▶ _REQUIRED ACTION_: Throughout the listing that follows, find each line with the word "lane" and copy it.

▶ _PROVIDED DATA_:
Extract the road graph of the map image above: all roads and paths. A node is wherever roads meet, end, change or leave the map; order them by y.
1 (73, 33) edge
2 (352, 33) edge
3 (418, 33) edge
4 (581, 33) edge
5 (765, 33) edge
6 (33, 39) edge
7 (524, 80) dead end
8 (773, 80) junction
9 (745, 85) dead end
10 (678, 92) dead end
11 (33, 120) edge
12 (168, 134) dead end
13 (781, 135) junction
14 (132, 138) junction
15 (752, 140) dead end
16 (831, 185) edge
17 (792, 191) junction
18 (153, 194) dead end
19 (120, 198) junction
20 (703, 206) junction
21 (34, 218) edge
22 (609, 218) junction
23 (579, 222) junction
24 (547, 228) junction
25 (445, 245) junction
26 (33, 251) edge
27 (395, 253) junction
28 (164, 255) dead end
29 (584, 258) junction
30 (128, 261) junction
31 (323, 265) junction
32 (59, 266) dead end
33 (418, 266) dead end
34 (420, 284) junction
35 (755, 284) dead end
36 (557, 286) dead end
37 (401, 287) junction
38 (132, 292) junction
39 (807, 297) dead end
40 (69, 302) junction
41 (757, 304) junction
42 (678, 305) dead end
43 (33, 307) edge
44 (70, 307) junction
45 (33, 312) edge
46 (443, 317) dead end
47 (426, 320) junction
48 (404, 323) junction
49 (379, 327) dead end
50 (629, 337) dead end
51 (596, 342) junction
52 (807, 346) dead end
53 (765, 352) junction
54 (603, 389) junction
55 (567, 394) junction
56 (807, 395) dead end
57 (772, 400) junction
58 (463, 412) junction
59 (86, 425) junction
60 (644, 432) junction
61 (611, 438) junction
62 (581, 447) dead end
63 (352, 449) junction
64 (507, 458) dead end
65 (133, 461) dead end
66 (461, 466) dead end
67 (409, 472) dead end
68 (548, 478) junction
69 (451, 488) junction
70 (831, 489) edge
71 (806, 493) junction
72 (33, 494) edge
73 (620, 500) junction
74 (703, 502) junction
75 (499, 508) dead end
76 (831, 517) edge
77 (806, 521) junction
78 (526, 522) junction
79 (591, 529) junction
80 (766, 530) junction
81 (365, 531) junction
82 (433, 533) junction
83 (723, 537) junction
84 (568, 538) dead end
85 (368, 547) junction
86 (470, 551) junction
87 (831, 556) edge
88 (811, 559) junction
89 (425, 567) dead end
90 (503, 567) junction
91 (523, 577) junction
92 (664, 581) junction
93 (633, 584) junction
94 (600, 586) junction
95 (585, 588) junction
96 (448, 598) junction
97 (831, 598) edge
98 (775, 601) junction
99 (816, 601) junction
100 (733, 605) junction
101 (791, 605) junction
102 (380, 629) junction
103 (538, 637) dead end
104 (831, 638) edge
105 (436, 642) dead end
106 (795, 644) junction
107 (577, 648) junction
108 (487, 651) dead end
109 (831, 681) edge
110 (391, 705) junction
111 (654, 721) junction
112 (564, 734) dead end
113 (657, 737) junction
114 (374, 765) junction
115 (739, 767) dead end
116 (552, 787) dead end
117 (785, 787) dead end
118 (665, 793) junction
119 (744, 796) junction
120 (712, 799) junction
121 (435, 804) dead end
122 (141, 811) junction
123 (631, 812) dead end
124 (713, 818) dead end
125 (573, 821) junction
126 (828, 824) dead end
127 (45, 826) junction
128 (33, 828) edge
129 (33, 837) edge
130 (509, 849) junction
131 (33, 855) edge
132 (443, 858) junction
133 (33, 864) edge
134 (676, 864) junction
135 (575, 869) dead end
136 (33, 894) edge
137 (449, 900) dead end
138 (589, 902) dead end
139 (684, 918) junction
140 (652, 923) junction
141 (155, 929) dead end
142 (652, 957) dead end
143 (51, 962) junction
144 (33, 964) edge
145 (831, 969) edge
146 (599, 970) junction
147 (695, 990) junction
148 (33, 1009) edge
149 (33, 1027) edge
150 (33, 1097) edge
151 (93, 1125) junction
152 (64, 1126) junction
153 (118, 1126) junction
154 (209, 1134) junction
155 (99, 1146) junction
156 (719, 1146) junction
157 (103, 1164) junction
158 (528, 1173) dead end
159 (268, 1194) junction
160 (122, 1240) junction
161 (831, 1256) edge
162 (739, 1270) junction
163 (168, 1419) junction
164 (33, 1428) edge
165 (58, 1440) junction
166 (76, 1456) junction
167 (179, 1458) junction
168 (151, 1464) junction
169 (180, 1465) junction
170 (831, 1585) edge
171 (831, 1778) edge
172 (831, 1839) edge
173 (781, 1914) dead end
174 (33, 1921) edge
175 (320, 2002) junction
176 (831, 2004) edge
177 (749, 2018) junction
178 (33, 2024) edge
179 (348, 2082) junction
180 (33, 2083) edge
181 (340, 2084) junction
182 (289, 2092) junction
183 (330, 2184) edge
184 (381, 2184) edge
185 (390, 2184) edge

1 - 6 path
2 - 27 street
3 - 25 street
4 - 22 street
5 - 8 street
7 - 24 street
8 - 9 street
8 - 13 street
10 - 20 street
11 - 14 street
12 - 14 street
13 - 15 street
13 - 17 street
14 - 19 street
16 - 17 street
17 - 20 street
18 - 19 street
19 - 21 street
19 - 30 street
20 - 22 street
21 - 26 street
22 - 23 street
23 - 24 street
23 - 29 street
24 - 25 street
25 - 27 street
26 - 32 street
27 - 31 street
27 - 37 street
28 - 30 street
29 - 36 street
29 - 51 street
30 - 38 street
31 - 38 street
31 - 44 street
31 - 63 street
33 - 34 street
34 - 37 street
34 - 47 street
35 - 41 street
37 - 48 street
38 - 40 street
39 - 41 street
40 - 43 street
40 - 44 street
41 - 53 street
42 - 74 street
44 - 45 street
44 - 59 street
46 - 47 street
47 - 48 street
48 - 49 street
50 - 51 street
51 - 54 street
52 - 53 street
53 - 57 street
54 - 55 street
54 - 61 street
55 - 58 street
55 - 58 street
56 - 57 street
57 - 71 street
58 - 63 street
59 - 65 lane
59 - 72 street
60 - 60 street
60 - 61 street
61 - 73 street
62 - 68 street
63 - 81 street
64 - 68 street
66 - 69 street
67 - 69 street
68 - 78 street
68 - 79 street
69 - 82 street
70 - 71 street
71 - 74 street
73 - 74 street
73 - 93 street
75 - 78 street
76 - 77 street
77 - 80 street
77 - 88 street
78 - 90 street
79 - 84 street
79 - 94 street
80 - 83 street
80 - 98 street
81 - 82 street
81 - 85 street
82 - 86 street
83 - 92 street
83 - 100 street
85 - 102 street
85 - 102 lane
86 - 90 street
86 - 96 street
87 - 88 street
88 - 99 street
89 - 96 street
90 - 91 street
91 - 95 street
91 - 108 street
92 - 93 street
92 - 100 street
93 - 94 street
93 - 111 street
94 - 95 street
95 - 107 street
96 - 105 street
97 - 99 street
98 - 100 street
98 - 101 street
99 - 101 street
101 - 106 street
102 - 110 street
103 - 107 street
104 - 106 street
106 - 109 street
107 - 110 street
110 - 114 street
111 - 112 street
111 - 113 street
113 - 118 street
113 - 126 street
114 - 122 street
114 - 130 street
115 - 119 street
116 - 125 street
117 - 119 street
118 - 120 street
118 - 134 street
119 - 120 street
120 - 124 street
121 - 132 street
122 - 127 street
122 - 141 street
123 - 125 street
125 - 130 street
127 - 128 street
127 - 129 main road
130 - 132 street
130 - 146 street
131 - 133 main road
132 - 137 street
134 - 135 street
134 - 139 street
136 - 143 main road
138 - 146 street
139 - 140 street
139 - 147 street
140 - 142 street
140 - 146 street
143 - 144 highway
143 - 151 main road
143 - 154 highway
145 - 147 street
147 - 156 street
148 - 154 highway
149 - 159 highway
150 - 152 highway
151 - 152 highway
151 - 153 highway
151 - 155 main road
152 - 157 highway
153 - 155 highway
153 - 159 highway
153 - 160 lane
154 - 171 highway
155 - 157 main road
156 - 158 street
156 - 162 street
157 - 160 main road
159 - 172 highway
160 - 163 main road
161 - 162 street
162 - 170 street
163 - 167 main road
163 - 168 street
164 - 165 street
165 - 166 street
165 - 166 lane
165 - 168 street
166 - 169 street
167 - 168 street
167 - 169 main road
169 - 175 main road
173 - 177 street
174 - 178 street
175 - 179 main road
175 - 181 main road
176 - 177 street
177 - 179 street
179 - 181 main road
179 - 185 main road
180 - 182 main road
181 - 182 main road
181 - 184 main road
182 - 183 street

▶ _ANSWER BELOW_:
59 - 65 lane
85 - 102 lane
153 - 160 lane
165 - 166 lane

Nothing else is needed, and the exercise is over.